» **EXERCISE**
Each record that follows is to be transcribed exactly, excluding its images.

....................

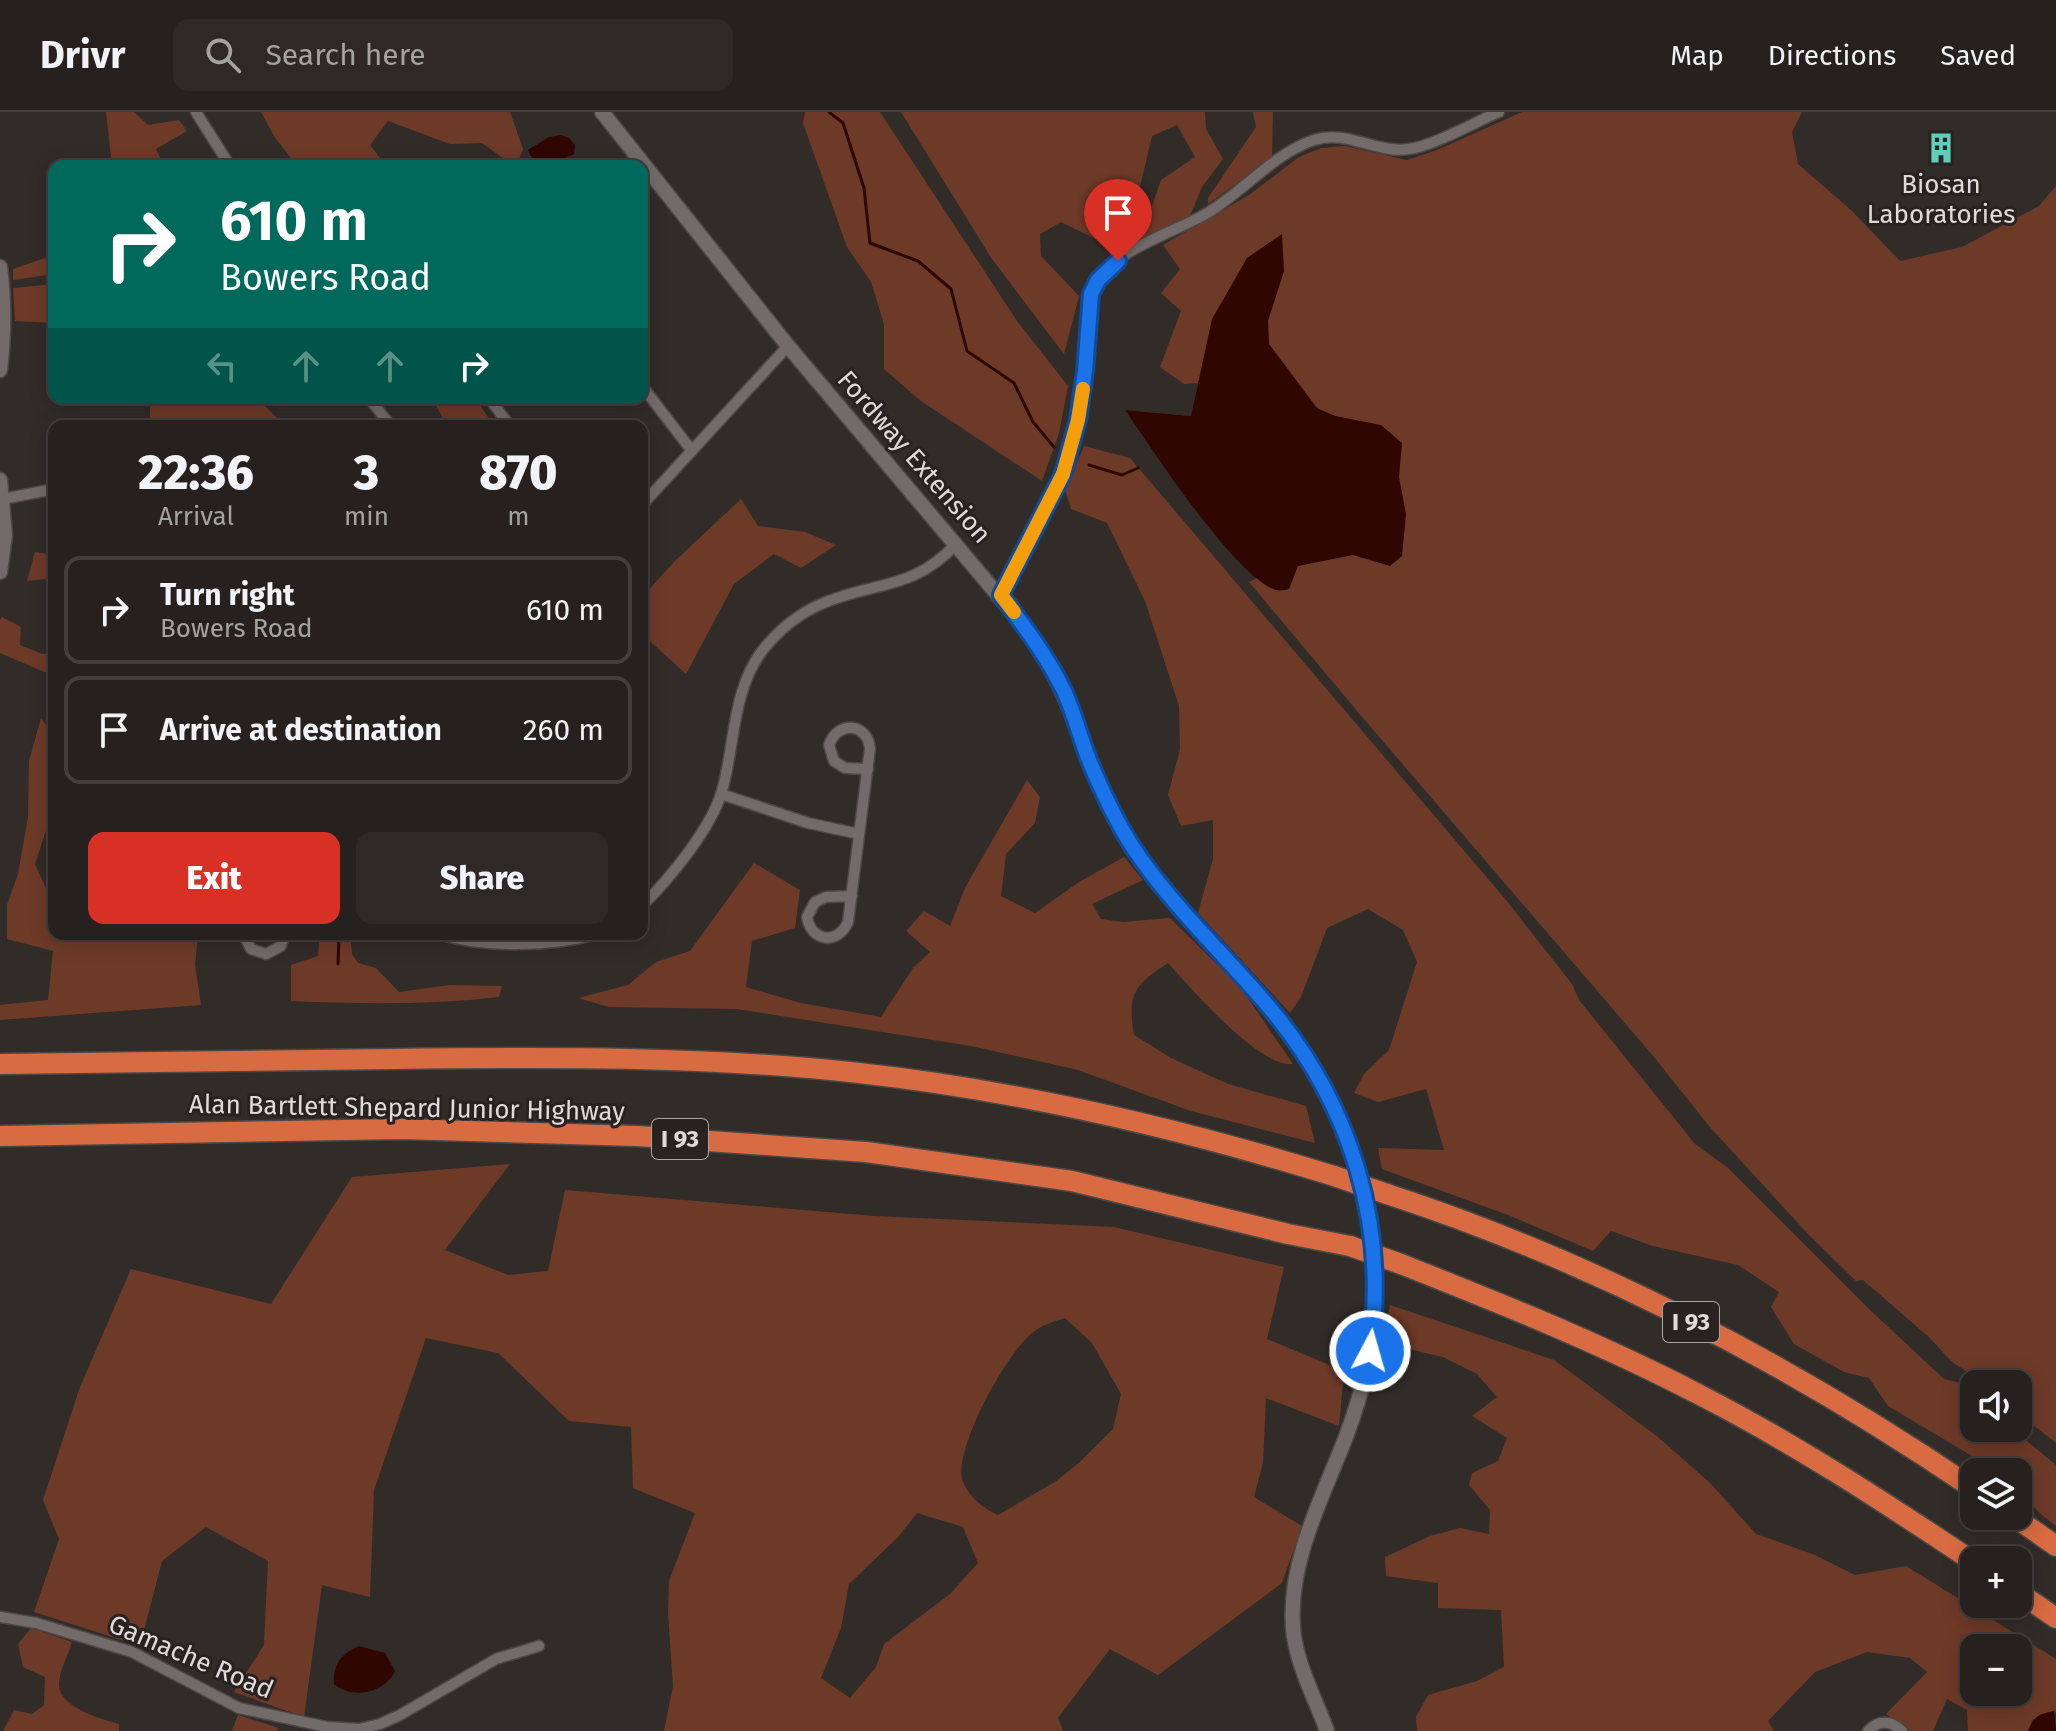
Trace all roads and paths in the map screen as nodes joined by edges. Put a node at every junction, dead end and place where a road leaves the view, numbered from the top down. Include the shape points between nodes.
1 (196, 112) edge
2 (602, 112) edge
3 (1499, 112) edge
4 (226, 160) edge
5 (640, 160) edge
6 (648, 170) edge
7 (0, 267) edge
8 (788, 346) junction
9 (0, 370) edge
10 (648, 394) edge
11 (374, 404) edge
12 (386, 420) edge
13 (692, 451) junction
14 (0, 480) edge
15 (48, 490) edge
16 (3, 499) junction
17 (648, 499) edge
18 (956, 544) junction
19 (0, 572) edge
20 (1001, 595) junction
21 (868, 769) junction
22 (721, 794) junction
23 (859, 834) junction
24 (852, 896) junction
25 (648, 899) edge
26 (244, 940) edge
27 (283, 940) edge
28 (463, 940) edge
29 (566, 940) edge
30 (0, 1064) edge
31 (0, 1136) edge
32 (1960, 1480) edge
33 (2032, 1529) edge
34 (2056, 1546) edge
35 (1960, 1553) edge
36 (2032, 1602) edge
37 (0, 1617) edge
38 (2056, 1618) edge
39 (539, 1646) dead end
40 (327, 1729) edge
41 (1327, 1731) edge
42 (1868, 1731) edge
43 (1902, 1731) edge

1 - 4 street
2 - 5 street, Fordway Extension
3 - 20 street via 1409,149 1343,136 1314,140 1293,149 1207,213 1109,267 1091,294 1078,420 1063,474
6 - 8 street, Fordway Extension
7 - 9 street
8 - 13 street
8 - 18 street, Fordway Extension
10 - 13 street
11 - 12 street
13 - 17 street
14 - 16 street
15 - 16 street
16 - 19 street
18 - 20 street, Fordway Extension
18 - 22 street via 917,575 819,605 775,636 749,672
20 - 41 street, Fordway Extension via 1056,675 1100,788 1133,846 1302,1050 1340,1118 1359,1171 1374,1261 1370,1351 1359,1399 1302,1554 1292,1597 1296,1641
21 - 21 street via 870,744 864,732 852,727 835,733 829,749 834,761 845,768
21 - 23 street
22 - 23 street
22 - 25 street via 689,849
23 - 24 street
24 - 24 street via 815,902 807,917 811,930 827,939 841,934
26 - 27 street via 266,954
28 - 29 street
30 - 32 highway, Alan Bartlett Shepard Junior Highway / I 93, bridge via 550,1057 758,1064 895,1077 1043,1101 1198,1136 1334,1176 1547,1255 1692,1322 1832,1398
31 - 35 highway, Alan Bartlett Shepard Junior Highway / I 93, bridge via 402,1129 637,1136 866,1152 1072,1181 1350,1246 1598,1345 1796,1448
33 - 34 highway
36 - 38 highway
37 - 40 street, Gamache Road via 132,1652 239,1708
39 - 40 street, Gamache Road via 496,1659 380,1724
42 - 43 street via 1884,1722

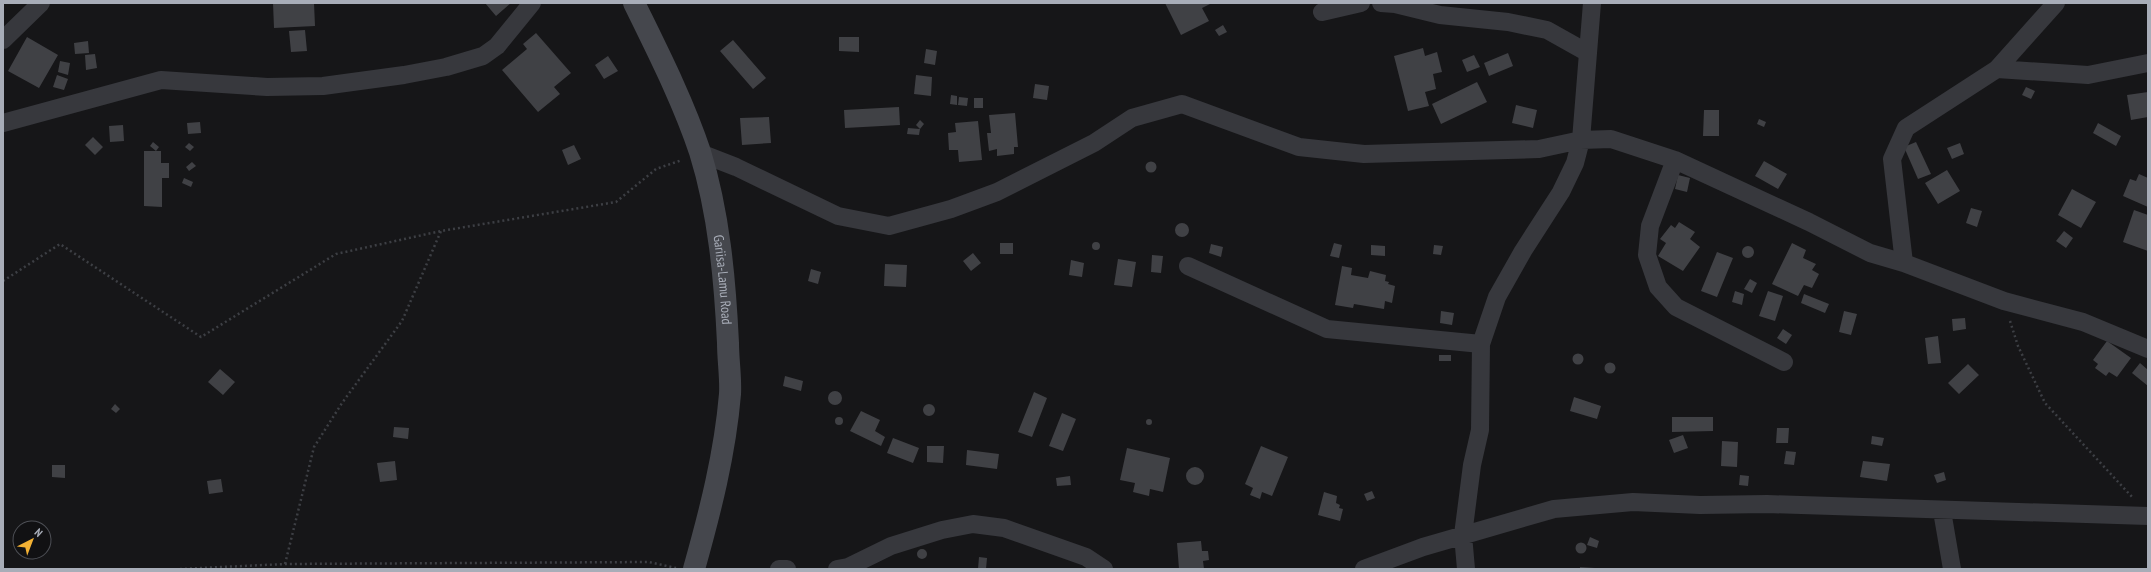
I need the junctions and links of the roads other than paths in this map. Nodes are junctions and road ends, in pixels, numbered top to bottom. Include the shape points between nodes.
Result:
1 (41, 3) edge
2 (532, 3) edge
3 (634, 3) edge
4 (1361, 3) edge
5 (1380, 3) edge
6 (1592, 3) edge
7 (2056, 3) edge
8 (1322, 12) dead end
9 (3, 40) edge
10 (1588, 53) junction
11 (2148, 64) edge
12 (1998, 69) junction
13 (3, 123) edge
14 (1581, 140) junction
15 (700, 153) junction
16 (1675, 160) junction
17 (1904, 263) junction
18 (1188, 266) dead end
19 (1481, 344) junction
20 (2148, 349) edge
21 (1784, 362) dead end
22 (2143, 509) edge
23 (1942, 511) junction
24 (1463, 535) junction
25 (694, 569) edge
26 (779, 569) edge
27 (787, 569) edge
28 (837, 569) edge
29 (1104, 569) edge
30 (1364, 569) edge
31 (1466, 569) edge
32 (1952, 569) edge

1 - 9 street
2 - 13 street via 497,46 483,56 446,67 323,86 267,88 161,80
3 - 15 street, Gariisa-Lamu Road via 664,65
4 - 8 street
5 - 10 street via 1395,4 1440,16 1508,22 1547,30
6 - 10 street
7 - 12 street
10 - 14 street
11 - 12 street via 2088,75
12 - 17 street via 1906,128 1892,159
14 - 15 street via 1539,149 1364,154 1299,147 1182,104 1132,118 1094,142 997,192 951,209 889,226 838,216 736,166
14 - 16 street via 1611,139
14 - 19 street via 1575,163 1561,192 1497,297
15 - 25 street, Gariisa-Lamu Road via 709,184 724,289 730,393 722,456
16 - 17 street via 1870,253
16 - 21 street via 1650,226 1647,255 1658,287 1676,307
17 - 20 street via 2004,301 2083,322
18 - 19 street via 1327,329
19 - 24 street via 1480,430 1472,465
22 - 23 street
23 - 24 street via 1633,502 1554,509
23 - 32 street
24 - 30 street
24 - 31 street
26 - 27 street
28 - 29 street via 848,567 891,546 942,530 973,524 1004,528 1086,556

....................

» **RESPONSE BELOW**
Trace all roads and paths in the map screen as nodes joined by edges. Put a node at every junction, dead end and place where a road leaves the view, numbered from the top down. Include the shape points between nodes.
1 (196, 112) edge
2 (602, 112) edge
3 (1499, 112) edge
4 (226, 160) edge
5 (640, 160) edge
6 (648, 170) edge
7 (0, 267) edge
8 (788, 346) junction
9 (0, 370) edge
10 (648, 394) edge
11 (374, 404) edge
12 (386, 420) edge
13 (692, 451) junction
14 (0, 480) edge
15 (48, 490) edge
16 (3, 499) junction
17 (648, 499) edge
18 (956, 544) junction
19 (0, 572) edge
20 (1001, 595) junction
21 (868, 769) junction
22 (721, 794) junction
23 (859, 834) junction
24 (852, 896) junction
25 (648, 899) edge
26 (244, 940) edge
27 (283, 940) edge
28 (463, 940) edge
29 (566, 940) edge
30 (0, 1064) edge
31 (0, 1136) edge
32 (1960, 1480) edge
33 (2032, 1529) edge
34 (2056, 1546) edge
35 (1960, 1553) edge
36 (2032, 1602) edge
37 (0, 1617) edge
38 (2056, 1618) edge
39 (539, 1646) dead end
40 (327, 1729) edge
41 (1327, 1731) edge
42 (1868, 1731) edge
43 (1902, 1731) edge

1 - 4 street
2 - 5 street, Fordway Extension
3 - 20 street via 1409,149 1343,136 1314,140 1293,149 1207,213 1109,267 1091,294 1078,420 1063,474
6 - 8 street, Fordway Extension
7 - 9 street
8 - 13 street
8 - 18 street, Fordway Extension
10 - 13 street
11 - 12 street
13 - 17 street
14 - 16 street
15 - 16 street
16 - 19 street
18 - 20 street, Fordway Extension
18 - 22 street via 917,575 819,605 775,636 749,672
20 - 41 street, Fordway Extension via 1056,675 1100,788 1133,846 1302,1050 1340,1118 1359,1171 1374,1261 1370,1351 1359,1399 1302,1554 1292,1597 1296,1641
21 - 21 street via 870,744 864,732 852,727 835,733 829,749 834,761 845,768
21 - 23 street
22 - 23 street
22 - 25 street via 689,849
23 - 24 street
24 - 24 street via 815,902 807,917 811,930 827,939 841,934
26 - 27 street via 266,954
28 - 29 street
30 - 32 highway, Alan Bartlett Shepard Junior Highway / I 93, bridge via 550,1057 758,1064 895,1077 1043,1101 1198,1136 1334,1176 1547,1255 1692,1322 1832,1398
31 - 35 highway, Alan Bartlett Shepard Junior Highway / I 93, bridge via 402,1129 637,1136 866,1152 1072,1181 1350,1246 1598,1345 1796,1448
33 - 34 highway
36 - 38 highway
37 - 40 street, Gamache Road via 132,1652 239,1708
39 - 40 street, Gamache Road via 496,1659 380,1724
42 - 43 street via 1884,1722

I need the junctions and links of the roads other than paths in this map. Nodes are junctions and road ends, in pixels, numbered top to bottom. Include the shape points between nodes.
Result:
1 (41, 3) edge
2 (532, 3) edge
3 (634, 3) edge
4 (1361, 3) edge
5 (1380, 3) edge
6 (1592, 3) edge
7 (2056, 3) edge
8 (1322, 12) dead end
9 (3, 40) edge
10 (1588, 53) junction
11 (2148, 64) edge
12 (1998, 69) junction
13 (3, 123) edge
14 (1581, 140) junction
15 (700, 153) junction
16 (1675, 160) junction
17 (1904, 263) junction
18 (1188, 266) dead end
19 (1481, 344) junction
20 (2148, 349) edge
21 (1784, 362) dead end
22 (2143, 509) edge
23 (1942, 511) junction
24 (1463, 535) junction
25 (694, 569) edge
26 (779, 569) edge
27 (787, 569) edge
28 (837, 569) edge
29 (1104, 569) edge
30 (1364, 569) edge
31 (1466, 569) edge
32 (1952, 569) edge

1 - 9 street
2 - 13 street via 497,46 483,56 446,67 323,86 267,88 161,80
3 - 15 street, Gariisa-Lamu Road via 664,65
4 - 8 street
5 - 10 street via 1395,4 1440,16 1508,22 1547,30
6 - 10 street
7 - 12 street
10 - 14 street
11 - 12 street via 2088,75
12 - 17 street via 1906,128 1892,159
14 - 15 street via 1539,149 1364,154 1299,147 1182,104 1132,118 1094,142 997,192 951,209 889,226 838,216 736,166
14 - 16 street via 1611,139
14 - 19 street via 1575,163 1561,192 1497,297
15 - 25 street, Gariisa-Lamu Road via 709,184 724,289 730,393 722,456
16 - 17 street via 1870,253
16 - 21 street via 1650,226 1647,255 1658,287 1676,307
17 - 20 street via 2004,301 2083,322
18 - 19 street via 1327,329
19 - 24 street via 1480,430 1472,465
22 - 23 street
23 - 24 street via 1633,502 1554,509
23 - 32 street
24 - 30 street
24 - 31 street
26 - 27 street
28 - 29 street via 848,567 891,546 942,530 973,524 1004,528 1086,556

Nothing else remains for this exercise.